WHAT YOU WILL DO:
What you return should be every line of the material, unchanged.

** Opening DATASET RECORDS block **

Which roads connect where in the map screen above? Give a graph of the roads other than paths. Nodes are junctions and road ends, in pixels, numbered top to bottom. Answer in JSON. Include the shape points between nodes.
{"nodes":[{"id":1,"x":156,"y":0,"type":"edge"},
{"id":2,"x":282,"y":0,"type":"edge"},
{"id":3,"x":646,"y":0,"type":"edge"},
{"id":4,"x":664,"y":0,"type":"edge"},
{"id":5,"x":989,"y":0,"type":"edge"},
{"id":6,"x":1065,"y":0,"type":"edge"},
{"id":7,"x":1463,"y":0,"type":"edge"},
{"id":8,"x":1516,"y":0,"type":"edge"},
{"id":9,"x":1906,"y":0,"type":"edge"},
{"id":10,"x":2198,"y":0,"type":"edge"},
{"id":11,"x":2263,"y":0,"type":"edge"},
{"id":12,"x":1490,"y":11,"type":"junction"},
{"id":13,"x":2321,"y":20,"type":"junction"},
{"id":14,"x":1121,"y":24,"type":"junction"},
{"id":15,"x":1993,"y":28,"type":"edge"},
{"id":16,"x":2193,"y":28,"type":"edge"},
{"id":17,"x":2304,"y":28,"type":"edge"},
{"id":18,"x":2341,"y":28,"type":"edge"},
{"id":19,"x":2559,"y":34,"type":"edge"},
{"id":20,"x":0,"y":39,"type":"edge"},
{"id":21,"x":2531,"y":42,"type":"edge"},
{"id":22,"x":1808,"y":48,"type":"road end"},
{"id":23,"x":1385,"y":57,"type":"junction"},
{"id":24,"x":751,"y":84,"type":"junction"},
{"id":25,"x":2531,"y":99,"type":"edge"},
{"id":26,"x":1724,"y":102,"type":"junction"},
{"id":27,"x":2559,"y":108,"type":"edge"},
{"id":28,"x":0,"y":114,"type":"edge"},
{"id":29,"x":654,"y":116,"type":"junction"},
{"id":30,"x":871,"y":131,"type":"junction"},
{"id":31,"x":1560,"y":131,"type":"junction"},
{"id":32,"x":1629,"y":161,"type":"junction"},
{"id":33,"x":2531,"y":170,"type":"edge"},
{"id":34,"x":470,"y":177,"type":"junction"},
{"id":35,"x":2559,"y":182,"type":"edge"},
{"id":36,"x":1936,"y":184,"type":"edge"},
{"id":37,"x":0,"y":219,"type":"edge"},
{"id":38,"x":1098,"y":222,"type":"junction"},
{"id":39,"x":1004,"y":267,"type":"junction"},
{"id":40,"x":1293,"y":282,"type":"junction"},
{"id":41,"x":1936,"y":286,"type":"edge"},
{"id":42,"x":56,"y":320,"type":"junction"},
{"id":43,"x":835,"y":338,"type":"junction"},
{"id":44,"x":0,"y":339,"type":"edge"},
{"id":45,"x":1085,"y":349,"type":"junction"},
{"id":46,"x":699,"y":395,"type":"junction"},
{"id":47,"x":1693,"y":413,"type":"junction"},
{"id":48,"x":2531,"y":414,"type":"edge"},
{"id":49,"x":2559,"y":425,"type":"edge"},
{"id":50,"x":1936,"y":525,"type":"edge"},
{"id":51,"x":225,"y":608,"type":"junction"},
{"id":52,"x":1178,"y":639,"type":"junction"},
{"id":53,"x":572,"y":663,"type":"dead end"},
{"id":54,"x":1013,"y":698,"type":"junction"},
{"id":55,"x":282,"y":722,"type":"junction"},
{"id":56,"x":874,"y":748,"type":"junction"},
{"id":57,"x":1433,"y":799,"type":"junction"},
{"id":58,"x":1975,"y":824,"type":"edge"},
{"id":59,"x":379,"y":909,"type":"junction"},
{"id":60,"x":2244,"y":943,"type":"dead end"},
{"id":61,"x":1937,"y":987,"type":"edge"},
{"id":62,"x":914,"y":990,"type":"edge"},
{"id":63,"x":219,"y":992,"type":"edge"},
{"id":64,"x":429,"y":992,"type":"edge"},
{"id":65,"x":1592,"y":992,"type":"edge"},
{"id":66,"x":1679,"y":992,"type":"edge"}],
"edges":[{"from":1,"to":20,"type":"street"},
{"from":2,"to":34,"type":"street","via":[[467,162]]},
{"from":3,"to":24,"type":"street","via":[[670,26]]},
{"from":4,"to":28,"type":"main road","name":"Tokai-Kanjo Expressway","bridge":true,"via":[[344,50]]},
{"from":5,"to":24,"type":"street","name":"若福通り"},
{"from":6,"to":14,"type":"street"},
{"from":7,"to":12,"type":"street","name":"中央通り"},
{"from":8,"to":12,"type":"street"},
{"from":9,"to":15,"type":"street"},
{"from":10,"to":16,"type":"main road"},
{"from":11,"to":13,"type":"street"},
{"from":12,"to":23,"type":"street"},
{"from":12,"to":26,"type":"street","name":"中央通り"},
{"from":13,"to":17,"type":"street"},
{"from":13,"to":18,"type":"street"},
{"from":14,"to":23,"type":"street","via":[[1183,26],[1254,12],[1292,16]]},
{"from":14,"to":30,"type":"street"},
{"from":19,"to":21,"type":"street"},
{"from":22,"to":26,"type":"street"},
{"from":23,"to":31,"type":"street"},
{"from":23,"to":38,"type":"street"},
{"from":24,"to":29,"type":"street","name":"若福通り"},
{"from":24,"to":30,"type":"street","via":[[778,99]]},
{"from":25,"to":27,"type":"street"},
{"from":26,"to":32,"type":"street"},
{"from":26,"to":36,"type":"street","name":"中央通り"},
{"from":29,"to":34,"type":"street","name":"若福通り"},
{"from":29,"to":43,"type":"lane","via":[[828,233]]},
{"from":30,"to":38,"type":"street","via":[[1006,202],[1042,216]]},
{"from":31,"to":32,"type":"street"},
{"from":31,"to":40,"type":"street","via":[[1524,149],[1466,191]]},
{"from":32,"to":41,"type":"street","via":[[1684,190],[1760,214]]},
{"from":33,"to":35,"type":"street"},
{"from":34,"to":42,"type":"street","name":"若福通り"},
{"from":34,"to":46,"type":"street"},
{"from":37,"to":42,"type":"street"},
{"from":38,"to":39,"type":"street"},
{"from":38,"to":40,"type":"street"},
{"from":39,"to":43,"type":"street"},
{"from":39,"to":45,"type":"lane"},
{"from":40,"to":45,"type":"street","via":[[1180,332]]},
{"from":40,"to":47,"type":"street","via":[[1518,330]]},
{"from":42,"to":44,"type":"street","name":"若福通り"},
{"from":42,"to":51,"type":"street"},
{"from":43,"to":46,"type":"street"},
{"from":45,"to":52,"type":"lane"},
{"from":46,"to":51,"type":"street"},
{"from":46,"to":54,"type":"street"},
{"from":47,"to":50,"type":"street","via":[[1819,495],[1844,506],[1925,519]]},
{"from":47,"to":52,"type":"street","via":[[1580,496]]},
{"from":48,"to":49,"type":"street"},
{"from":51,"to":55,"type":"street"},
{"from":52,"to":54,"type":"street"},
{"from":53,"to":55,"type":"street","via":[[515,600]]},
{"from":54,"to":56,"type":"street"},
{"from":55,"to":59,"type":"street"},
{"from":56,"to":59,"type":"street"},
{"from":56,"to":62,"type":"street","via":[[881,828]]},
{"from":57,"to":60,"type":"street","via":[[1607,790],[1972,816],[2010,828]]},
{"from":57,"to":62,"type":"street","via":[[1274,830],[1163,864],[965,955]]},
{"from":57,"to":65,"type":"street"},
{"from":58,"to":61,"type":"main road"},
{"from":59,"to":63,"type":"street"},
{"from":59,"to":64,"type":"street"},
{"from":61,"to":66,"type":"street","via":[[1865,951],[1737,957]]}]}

** Closing DATASET RECORDS block **

TASK RESPONSE:
Which roads connect where in the map screen above? Give a graph of the roads other than paths. Nodes are junctions and road ends, in pixels, numbered top to bottom. Answer in JSON. Include the shape points between nodes.
{"nodes":[{"id":1,"x":156,"y":0,"type":"edge"},
{"id":2,"x":282,"y":0,"type":"edge"},
{"id":3,"x":646,"y":0,"type":"edge"},
{"id":4,"x":664,"y":0,"type":"edge"},
{"id":5,"x":989,"y":0,"type":"edge"},
{"id":6,"x":1065,"y":0,"type":"edge"},
{"id":7,"x":1463,"y":0,"type":"edge"},
{"id":8,"x":1516,"y":0,"type":"edge"},
{"id":9,"x":1906,"y":0,"type":"edge"},
{"id":10,"x":2198,"y":0,"type":"edge"},
{"id":11,"x":2263,"y":0,"type":"edge"},
{"id":12,"x":1490,"y":11,"type":"junction"},
{"id":13,"x":2321,"y":20,"type":"junction"},
{"id":14,"x":1121,"y":24,"type":"junction"},
{"id":15,"x":1993,"y":28,"type":"edge"},
{"id":16,"x":2193,"y":28,"type":"edge"},
{"id":17,"x":2304,"y":28,"type":"edge"},
{"id":18,"x":2341,"y":28,"type":"edge"},
{"id":19,"x":2559,"y":34,"type":"edge"},
{"id":20,"x":0,"y":39,"type":"edge"},
{"id":21,"x":2531,"y":42,"type":"edge"},
{"id":22,"x":1808,"y":48,"type":"road end"},
{"id":23,"x":1385,"y":57,"type":"junction"},
{"id":24,"x":751,"y":84,"type":"junction"},
{"id":25,"x":2531,"y":99,"type":"edge"},
{"id":26,"x":1724,"y":102,"type":"junction"},
{"id":27,"x":2559,"y":108,"type":"edge"},
{"id":28,"x":0,"y":114,"type":"edge"},
{"id":29,"x":654,"y":116,"type":"junction"},
{"id":30,"x":871,"y":131,"type":"junction"},
{"id":31,"x":1560,"y":131,"type":"junction"},
{"id":32,"x":1629,"y":161,"type":"junction"},
{"id":33,"x":2531,"y":170,"type":"edge"},
{"id":34,"x":470,"y":177,"type":"junction"},
{"id":35,"x":2559,"y":182,"type":"edge"},
{"id":36,"x":1936,"y":184,"type":"edge"},
{"id":37,"x":0,"y":219,"type":"edge"},
{"id":38,"x":1098,"y":222,"type":"junction"},
{"id":39,"x":1004,"y":267,"type":"junction"},
{"id":40,"x":1293,"y":282,"type":"junction"},
{"id":41,"x":1936,"y":286,"type":"edge"},
{"id":42,"x":56,"y":320,"type":"junction"},
{"id":43,"x":835,"y":338,"type":"junction"},
{"id":44,"x":0,"y":339,"type":"edge"},
{"id":45,"x":1085,"y":349,"type":"junction"},
{"id":46,"x":699,"y":395,"type":"junction"},
{"id":47,"x":1693,"y":413,"type":"junction"},
{"id":48,"x":2531,"y":414,"type":"edge"},
{"id":49,"x":2559,"y":425,"type":"edge"},
{"id":50,"x":1936,"y":525,"type":"edge"},
{"id":51,"x":225,"y":608,"type":"junction"},
{"id":52,"x":1178,"y":639,"type":"junction"},
{"id":53,"x":572,"y":663,"type":"dead end"},
{"id":54,"x":1013,"y":698,"type":"junction"},
{"id":55,"x":282,"y":722,"type":"junction"},
{"id":56,"x":874,"y":748,"type":"junction"},
{"id":57,"x":1433,"y":799,"type":"junction"},
{"id":58,"x":1975,"y":824,"type":"edge"},
{"id":59,"x":379,"y":909,"type":"junction"},
{"id":60,"x":2244,"y":943,"type":"dead end"},
{"id":61,"x":1937,"y":987,"type":"edge"},
{"id":62,"x":914,"y":990,"type":"edge"},
{"id":63,"x":219,"y":992,"type":"edge"},
{"id":64,"x":429,"y":992,"type":"edge"},
{"id":65,"x":1592,"y":992,"type":"edge"},
{"id":66,"x":1679,"y":992,"type":"edge"}],
"edges":[{"from":1,"to":20,"type":"street"},
{"from":2,"to":34,"type":"street","via":[[467,162]]},
{"from":3,"to":24,"type":"street","via":[[670,26]]},
{"from":4,"to":28,"type":"main road","name":"Tokai-Kanjo Expressway","bridge":true,"via":[[344,50]]},
{"from":5,"to":24,"type":"street","name":"若福通り"},
{"from":6,"to":14,"type":"street"},
{"from":7,"to":12,"type":"street","name":"中央通り"},
{"from":8,"to":12,"type":"street"},
{"from":9,"to":15,"type":"street"},
{"from":10,"to":16,"type":"main road"},
{"from":11,"to":13,"type":"street"},
{"from":12,"to":23,"type":"street"},
{"from":12,"to":26,"type":"street","name":"中央通り"},
{"from":13,"to":17,"type":"street"},
{"from":13,"to":18,"type":"street"},
{"from":14,"to":23,"type":"street","via":[[1183,26],[1254,12],[1292,16]]},
{"from":14,"to":30,"type":"street"},
{"from":19,"to":21,"type":"street"},
{"from":22,"to":26,"type":"street"},
{"from":23,"to":31,"type":"street"},
{"from":23,"to":38,"type":"street"},
{"from":24,"to":29,"type":"street","name":"若福通り"},
{"from":24,"to":30,"type":"street","via":[[778,99]]},
{"from":25,"to":27,"type":"street"},
{"from":26,"to":32,"type":"street"},
{"from":26,"to":36,"type":"street","name":"中央通り"},
{"from":29,"to":34,"type":"street","name":"若福通り"},
{"from":29,"to":43,"type":"lane","via":[[828,233]]},
{"from":30,"to":38,"type":"street","via":[[1006,202],[1042,216]]},
{"from":31,"to":32,"type":"street"},
{"from":31,"to":40,"type":"street","via":[[1524,149],[1466,191]]},
{"from":32,"to":41,"type":"street","via":[[1684,190],[1760,214]]},
{"from":33,"to":35,"type":"street"},
{"from":34,"to":42,"type":"street","name":"若福通り"},
{"from":34,"to":46,"type":"street"},
{"from":37,"to":42,"type":"street"},
{"from":38,"to":39,"type":"street"},
{"from":38,"to":40,"type":"street"},
{"from":39,"to":43,"type":"street"},
{"from":39,"to":45,"type":"lane"},
{"from":40,"to":45,"type":"street","via":[[1180,332]]},
{"from":40,"to":47,"type":"street","via":[[1518,330]]},
{"from":42,"to":44,"type":"street","name":"若福通り"},
{"from":42,"to":51,"type":"street"},
{"from":43,"to":46,"type":"street"},
{"from":45,"to":52,"type":"lane"},
{"from":46,"to":51,"type":"street"},
{"from":46,"to":54,"type":"street"},
{"from":47,"to":50,"type":"street","via":[[1819,495],[1844,506],[1925,519]]},
{"from":47,"to":52,"type":"street","via":[[1580,496]]},
{"from":48,"to":49,"type":"street"},
{"from":51,"to":55,"type":"street"},
{"from":52,"to":54,"type":"street"},
{"from":53,"to":55,"type":"street","via":[[515,600]]},
{"from":54,"to":56,"type":"street"},
{"from":55,"to":59,"type":"street"},
{"from":56,"to":59,"type":"street"},
{"from":56,"to":62,"type":"street","via":[[881,828]]},
{"from":57,"to":60,"type":"street","via":[[1607,790],[1972,816],[2010,828]]},
{"from":57,"to":62,"type":"street","via":[[1274,830],[1163,864],[965,955]]},
{"from":57,"to":65,"type":"street"},
{"from":58,"to":61,"type":"main road"},
{"from":59,"to":63,"type":"street"},
{"from":59,"to":64,"type":"street"},
{"from":61,"to":66,"type":"street","via":[[1865,951],[1737,957]]}]}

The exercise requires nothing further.